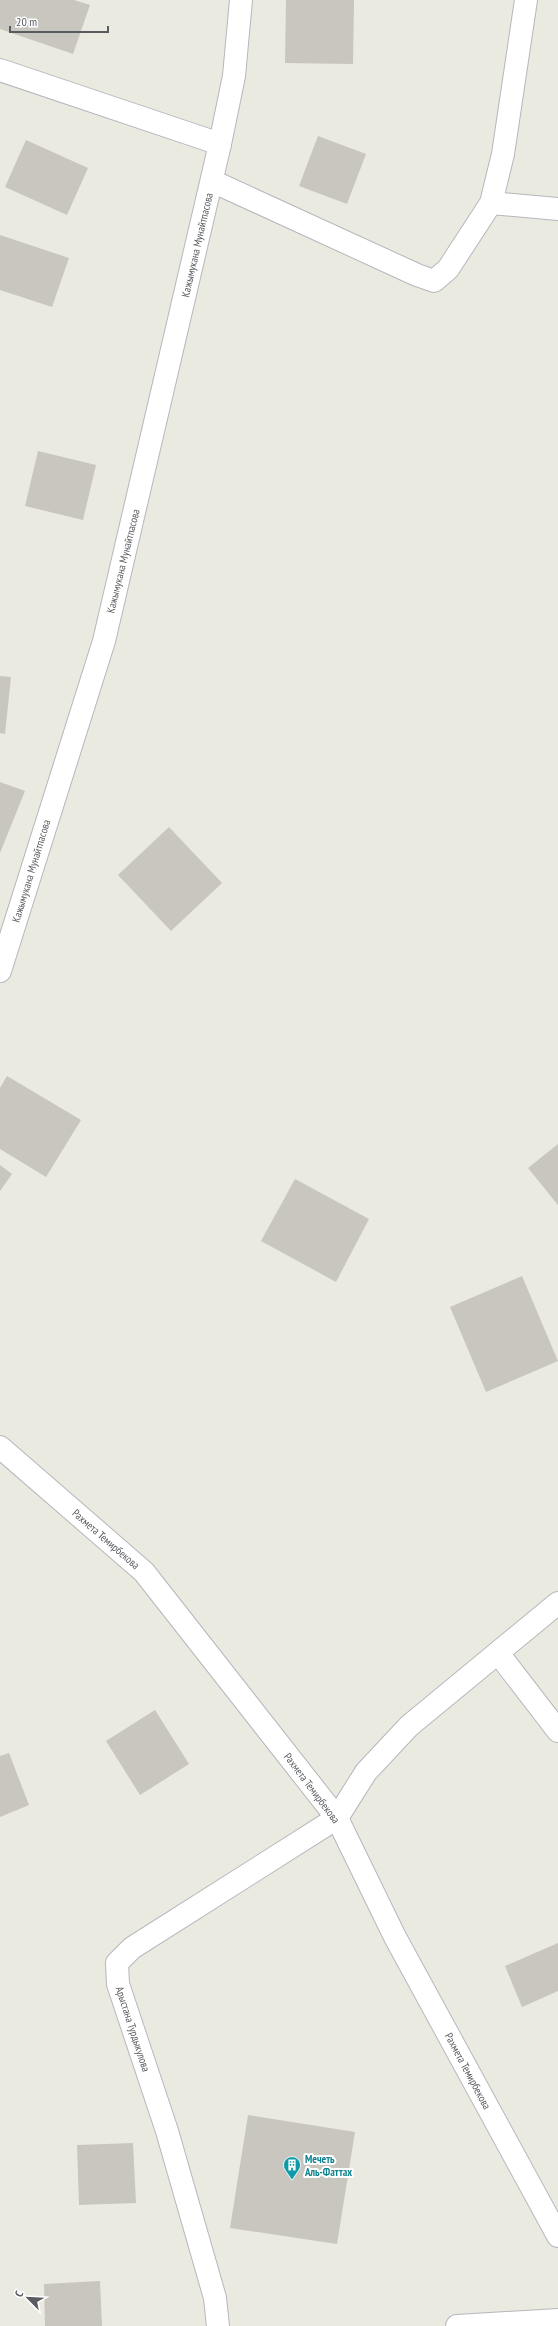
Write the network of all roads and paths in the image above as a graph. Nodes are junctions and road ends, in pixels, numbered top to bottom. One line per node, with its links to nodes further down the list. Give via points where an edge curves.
1 (241, 0): 4 (street, Кажымукана Мунайтпасова, via 234,76)
2 (526, 0): 6 (street, via 503,154)
3 (0, 70): 4 (street)
4 (220, 144): 5 (street, Кажымукана Мунайтпасова)
5 (212, 181): 6 (street, via 434,281 448,269); 8 (street, Кажымукана Мунайтпасова, via 104,641)
6 (492, 203): 7 (street)
7 (558, 209)
8 (0, 971)
9 (0, 1447): 13 (street, Рахмета Темирбекова, via 144,1572)
10 (558, 1603): 11 (street)
11 (498, 1653): 12 (street); 13 (street, via 409,1726 366,1772)
12 (558, 1732)
13 (337, 1818): 14 (street, Рахмета Темирбекова, via 395,1937); 16 (street, Арыстана Турдыкулова, via 132,1948 117,1963 118,1984 167,2130 216,2298)
14 (558, 2236)
15 (558, 2320): 17 (street)
16 (218, 2326)
17 (457, 2326)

# [Problem to work on]
Pictures aren't part of the copy; return each record above exactly.

# [Output of the exercise]
Write the network of all roads and paths in the image above as a graph. Nodes are junctions and road ends, in pixels, numbered top to bottom. One line per node, with its links to nodes further down the list. Give via points where an edge curves.
1 (241, 0): 4 (street, Кажымукана Мунайтпасова, via 234,76)
2 (526, 0): 6 (street, via 503,154)
3 (0, 70): 4 (street)
4 (220, 144): 5 (street, Кажымукана Мунайтпасова)
5 (212, 181): 6 (street, via 434,281 448,269); 8 (street, Кажымукана Мунайтпасова, via 104,641)
6 (492, 203): 7 (street)
7 (558, 209)
8 (0, 971)
9 (0, 1447): 13 (street, Рахмета Темирбекова, via 144,1572)
10 (558, 1603): 11 (street)
11 (498, 1653): 12 (street); 13 (street, via 409,1726 366,1772)
12 (558, 1732)
13 (337, 1818): 14 (street, Рахмета Темирбекова, via 395,1937); 16 (street, Арыстана Турдыкулова, via 132,1948 117,1963 118,1984 167,2130 216,2298)
14 (558, 2236)
15 (558, 2320): 17 (street)
16 (218, 2326)
17 (457, 2326)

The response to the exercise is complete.